*TASK PROMPT:*
Consider each line of the material below and note whether it holds "thumb". State how many do, and nothing else.

*DATA TO EXAMINE:*
--------------------------------
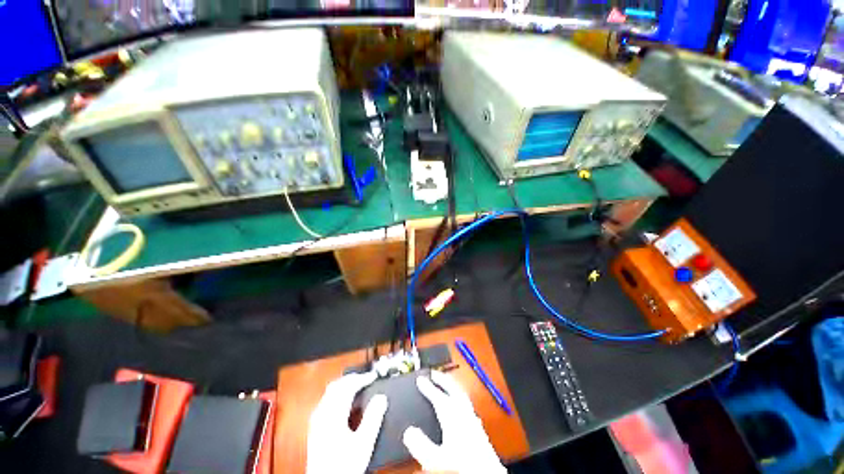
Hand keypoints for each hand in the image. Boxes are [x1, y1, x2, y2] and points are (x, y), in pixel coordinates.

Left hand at [306, 371, 387, 473]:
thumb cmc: (344, 465)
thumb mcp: (363, 444)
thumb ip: (373, 418)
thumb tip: (381, 398)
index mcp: (334, 414)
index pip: (348, 386)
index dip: (362, 378)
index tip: (373, 377)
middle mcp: (322, 413)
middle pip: (337, 385)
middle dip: (353, 378)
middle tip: (367, 379)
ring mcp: (317, 420)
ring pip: (330, 392)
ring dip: (345, 385)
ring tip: (359, 387)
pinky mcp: (315, 427)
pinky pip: (327, 401)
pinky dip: (339, 394)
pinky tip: (346, 403)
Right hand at [403, 370, 505, 473]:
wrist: (487, 473)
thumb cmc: (461, 467)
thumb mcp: (436, 459)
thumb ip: (421, 444)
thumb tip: (409, 431)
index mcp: (452, 416)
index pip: (438, 396)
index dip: (427, 387)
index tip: (420, 379)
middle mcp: (463, 413)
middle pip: (453, 389)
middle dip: (442, 379)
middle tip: (434, 373)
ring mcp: (472, 418)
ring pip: (461, 394)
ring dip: (452, 386)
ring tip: (445, 383)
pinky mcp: (478, 426)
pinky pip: (467, 404)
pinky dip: (459, 397)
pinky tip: (458, 404)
--------------------------------
*ANSWER AREA:*
8